Pero cualquiera que haya sido el origen del arroz macán, su olorosa y blanca presencia iluminó los frijoles de los platos de las mesas de las casas en las tardes costeñas; y el quehacer de su limpieza o de quitarle la cascarita, pretextó el ambiente romántico y a la vez calistécnico de los crepúsculos pueblerinos: “pilar” el arroz era, por las tardes, la costumbre de las costeñas, que consistía en golpear el arroz con una mano o mazo hecho de palo de arco, de corazón duro.
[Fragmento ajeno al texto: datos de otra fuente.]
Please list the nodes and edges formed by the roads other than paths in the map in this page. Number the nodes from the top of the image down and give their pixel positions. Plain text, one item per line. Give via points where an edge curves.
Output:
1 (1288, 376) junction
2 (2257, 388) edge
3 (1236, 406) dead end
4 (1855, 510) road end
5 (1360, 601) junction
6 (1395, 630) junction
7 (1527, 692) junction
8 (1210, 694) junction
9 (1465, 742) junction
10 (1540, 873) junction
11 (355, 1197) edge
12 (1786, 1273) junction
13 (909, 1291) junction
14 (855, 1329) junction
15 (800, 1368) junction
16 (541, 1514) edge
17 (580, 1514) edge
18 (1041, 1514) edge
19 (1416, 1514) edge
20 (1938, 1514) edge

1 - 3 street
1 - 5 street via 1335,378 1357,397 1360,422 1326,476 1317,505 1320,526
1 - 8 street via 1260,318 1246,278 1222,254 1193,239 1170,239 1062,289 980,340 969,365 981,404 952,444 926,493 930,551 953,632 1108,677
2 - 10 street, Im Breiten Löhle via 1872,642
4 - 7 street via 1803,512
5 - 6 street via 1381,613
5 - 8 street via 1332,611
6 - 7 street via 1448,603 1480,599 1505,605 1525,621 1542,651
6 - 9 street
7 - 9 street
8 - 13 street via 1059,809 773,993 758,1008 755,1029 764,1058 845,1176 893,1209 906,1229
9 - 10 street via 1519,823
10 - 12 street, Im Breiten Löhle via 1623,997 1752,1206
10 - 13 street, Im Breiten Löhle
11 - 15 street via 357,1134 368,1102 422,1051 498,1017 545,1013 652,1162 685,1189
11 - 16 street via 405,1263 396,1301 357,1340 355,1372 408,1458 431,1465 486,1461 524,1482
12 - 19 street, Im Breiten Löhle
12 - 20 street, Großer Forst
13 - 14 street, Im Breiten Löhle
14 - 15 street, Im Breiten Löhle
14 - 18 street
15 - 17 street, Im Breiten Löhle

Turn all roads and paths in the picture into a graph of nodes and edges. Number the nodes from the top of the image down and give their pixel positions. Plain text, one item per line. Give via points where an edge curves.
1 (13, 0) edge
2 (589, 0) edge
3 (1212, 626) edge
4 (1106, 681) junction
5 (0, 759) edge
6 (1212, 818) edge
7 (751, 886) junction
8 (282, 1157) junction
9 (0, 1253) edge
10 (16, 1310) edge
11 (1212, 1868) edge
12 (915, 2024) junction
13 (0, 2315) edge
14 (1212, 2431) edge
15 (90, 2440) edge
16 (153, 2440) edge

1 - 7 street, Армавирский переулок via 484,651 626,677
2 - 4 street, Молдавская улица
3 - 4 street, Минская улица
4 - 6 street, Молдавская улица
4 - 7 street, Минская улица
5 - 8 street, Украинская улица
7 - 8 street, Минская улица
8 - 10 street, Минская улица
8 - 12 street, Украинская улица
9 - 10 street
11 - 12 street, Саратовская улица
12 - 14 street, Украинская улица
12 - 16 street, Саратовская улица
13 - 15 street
A diferencia de la mano del metate, la mano del pilón era estrecha en su parte media —de donde se agarraba con ambas manos—, de una vara de largo (84 centímetros) y de aproximadamente 10 centímetros de grueso en los extremos, ligeramente redondeados. Se dejaba caer desde lo alto que permitían los brazos extendidos de las hermosas pilanderas y aporreaba duro la porción de semillas secas de arroz colocadas en el hueco perfectamente hecho de un tronco grande conocido como pilón, de tal tamaño, que quedaba a la altura de las bien formadas caderas. Era un cilindro vertical de aproximadamente 60 centímetros de diámetro hecho de una sola pieza de un tronco de parota, pero muy estrecho en su parte media, simulando un gran reloj de arena que en vez de horas, marcaba el ritmo de los golpes que iban del mazo del corazón de palo de arco, al corazón del arroz y de éste al corazón de la parota, para en seguida, dejarlos retumbar al corazón de la tierra.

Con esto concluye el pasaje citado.